Once you've improved anything, you first have to commit and push the change to the repository. Once you've done that, you call npm run version
. Now you can patch the version of the changed packages.
If you're all set, you can publish to NPM: npm run publish
Please be extra cautious, because right now we've not set up a testing.
- @stageny/base
- @stageny/util
- @stageny/engine-js
- @stageny/engine-pug
- @stageny/plugin-data
- @stageny/plugin-helpers
- @stageny/plugin-i18n
- @stageny/plugin-pagination
- @stageny/plugin-serve
- @stageny/plugin-watch
Let's start real simple:
npm init -y
npm install @stageny/base
mkdir source; mkdir source/pages
echo "p Hello world" > source/pages/index.html.pug
node -e "import('@stageny/base').then(({ default: Stageny }) => Stageny.run())"

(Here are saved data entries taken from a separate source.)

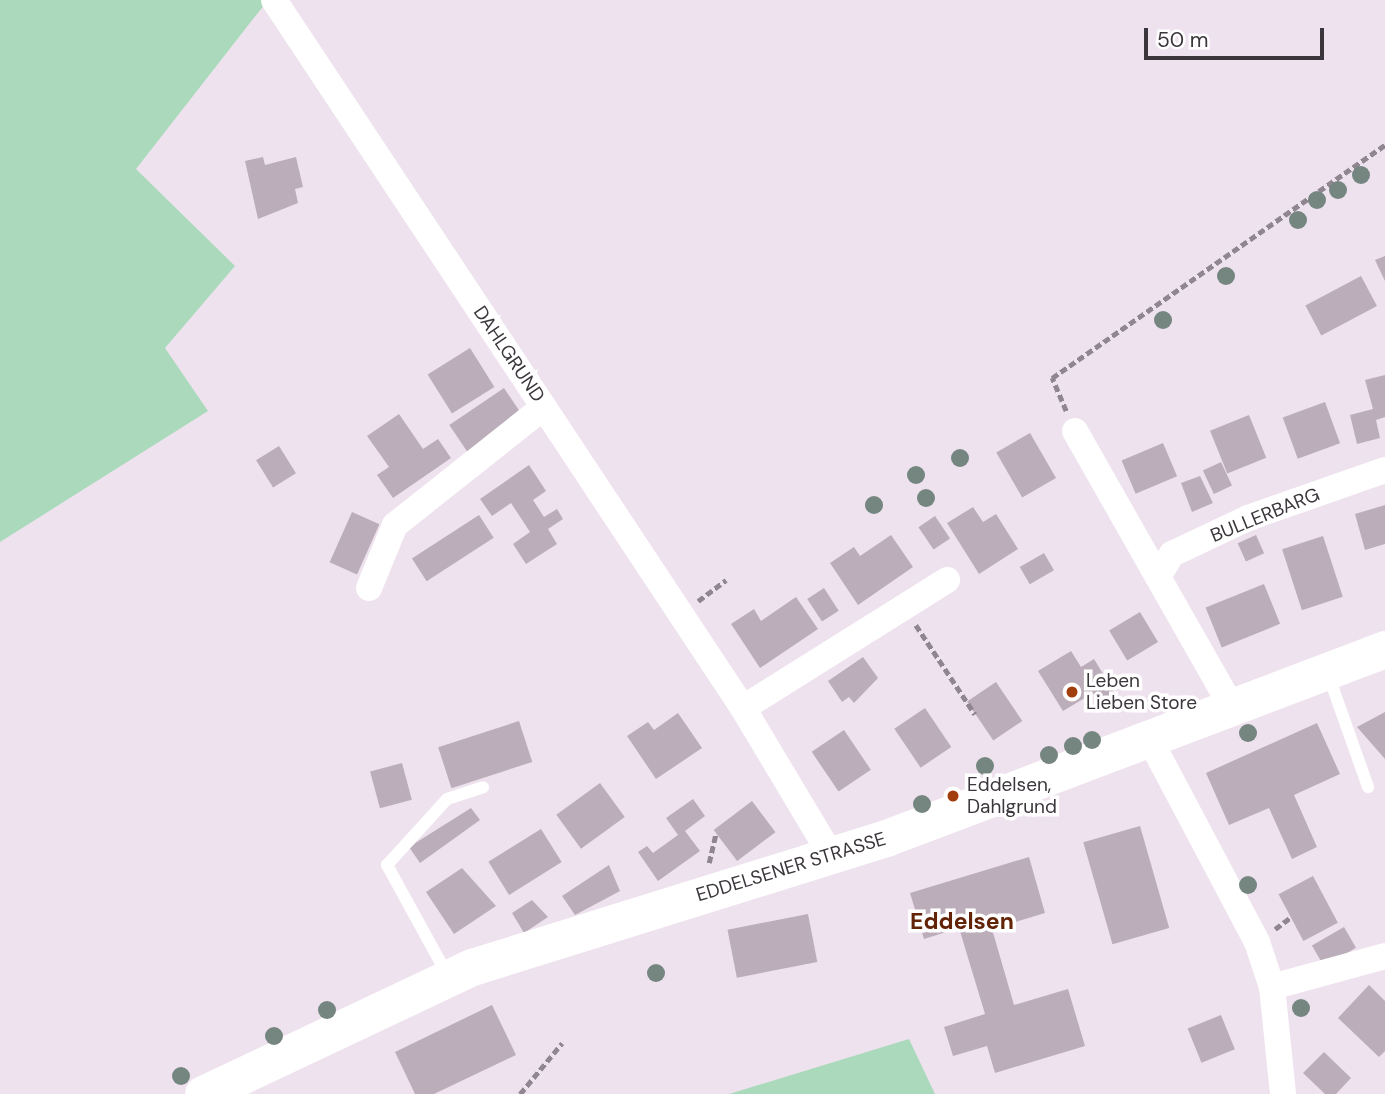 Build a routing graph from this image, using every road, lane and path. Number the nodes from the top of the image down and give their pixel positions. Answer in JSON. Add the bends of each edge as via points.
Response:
{"nodes":[{"id":1,"x":274,"y":0,"type":"edge"},
{"id":2,"x":1385,"y":145,"type":"edge"},
{"id":3,"x":544,"y":407,"type":"junction"},
{"id":4,"x":1075,"y":431,"type":"joint"},
{"id":5,"x":1385,"y":470,"type":"edge"},
{"id":6,"x":1158,"y":577,"type":"junction"},
{"id":7,"x":726,"y":580,"type":"dead end"},
{"id":8,"x":947,"y":580,"type":"dead end"},
{"id":9,"x":369,"y":588,"type":"dead end"},
{"id":10,"x":905,"y":607,"type":"junction"},
{"id":11,"x":679,"y":611,"type":"junction"},
{"id":12,"x":1385,"y":649,"type":"edge"},
{"id":13,"x":1326,"y":667,"type":"junction"},
{"id":14,"x":1230,"y":704,"type":"junction"},
{"id":15,"x":743,"y":708,"type":"junction"},
{"id":16,"x":975,"y":714,"type":"dead end"},
{"id":17,"x":1149,"y":738,"type":"junction"},
{"id":18,"x":483,"y":787,"type":"dead end"},
{"id":19,"x":1368,"y":787,"type":"dead end"},
{"id":20,"x":831,"y":855,"type":"junction"},
{"id":21,"x":1385,"y":956,"type":"edge"},
{"id":22,"x":449,"y":977,"type":"junction"},
{"id":23,"x":1272,"y":987,"type":"junction"},
{"id":24,"x":562,"y":1042,"type":"dead end"},
{"id":25,"x":202,"y":1094,"type":"edge"},
{"id":26,"x":520,"y":1094,"type":"edge"},
{"id":27,"x":1283,"y":1094,"type":"edge"}],
"edges":[{"from":1,"to":3,"type":"street","name":"DAHLGRUND"},
{"from":2,"to":4,"type":"path","via":[[1052,379]]},
{"from":3,"to":9,"type":"street","via":[[396,525]]},
{"from":3,"to":11,"type":"street","name":"DAHLGRUND"},
{"from":4,"to":6,"type":"street"},
{"from":5,"to":6,"type":"street","name":"BULLERBARG","via":[[1183,549]]},
{"from":6,"to":14,"type":"street"},
{"from":7,"to":11,"type":"path","via":[[723,588]]},
{"from":8,"to":10,"type":"street"},
{"from":10,"to":15,"type":"street"},
{"from":10,"to":16,"type":"path"},
{"from":11,"to":15,"type":"street","name":"DAHLGRUND"},
{"from":12,"to":13,"type":"street","name":"EDDELSENER STRASSE"},
{"from":13,"to":14,"type":"street","name":"EDDELSENER STRASSE"},
{"from":13,"to":19,"type":"lane"},
{"from":14,"to":17,"type":"street","name":"EDDELSENER STRASSE"},
{"from":15,"to":20,"type":"street","name":"DAHLGRUND"},
{"from":17,"to":20,"type":"street","name":"EDDELSENER STRASSE"},
{"from":17,"to":23,"type":"street","via":[[1257,942]]},
{"from":18,"to":22,"type":"lane","via":[[447,799],[387,865]]},
{"from":20,"to":22,"type":"street","name":"EDDELSENER STRASSE"},
{"from":21,"to":23,"type":"street"},
{"from":22,"to":25,"type":"street","name":"EDDELSENER STRASSE"},
{"from":23,"to":27,"type":"street"},
{"from":24,"to":26,"type":"path"}]}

In most projects you want to work with layouts, components and pages at the very least. Your setup will look like this:
source
components
List.pug
Paragraph.pug
Teaser.pug
layouts
base.pug
default.pug
pages
index.html.pug
portfolio
index.html.pug
project1.html.md
project2.html.md
A slightly more advanced setup will make use of plugins for data and helpers (and locales and pagination):
source
helpers
url_for.js
get_uid.js
include_file.js
data
site.json
cms.json
components
...
layouts
...
pages
...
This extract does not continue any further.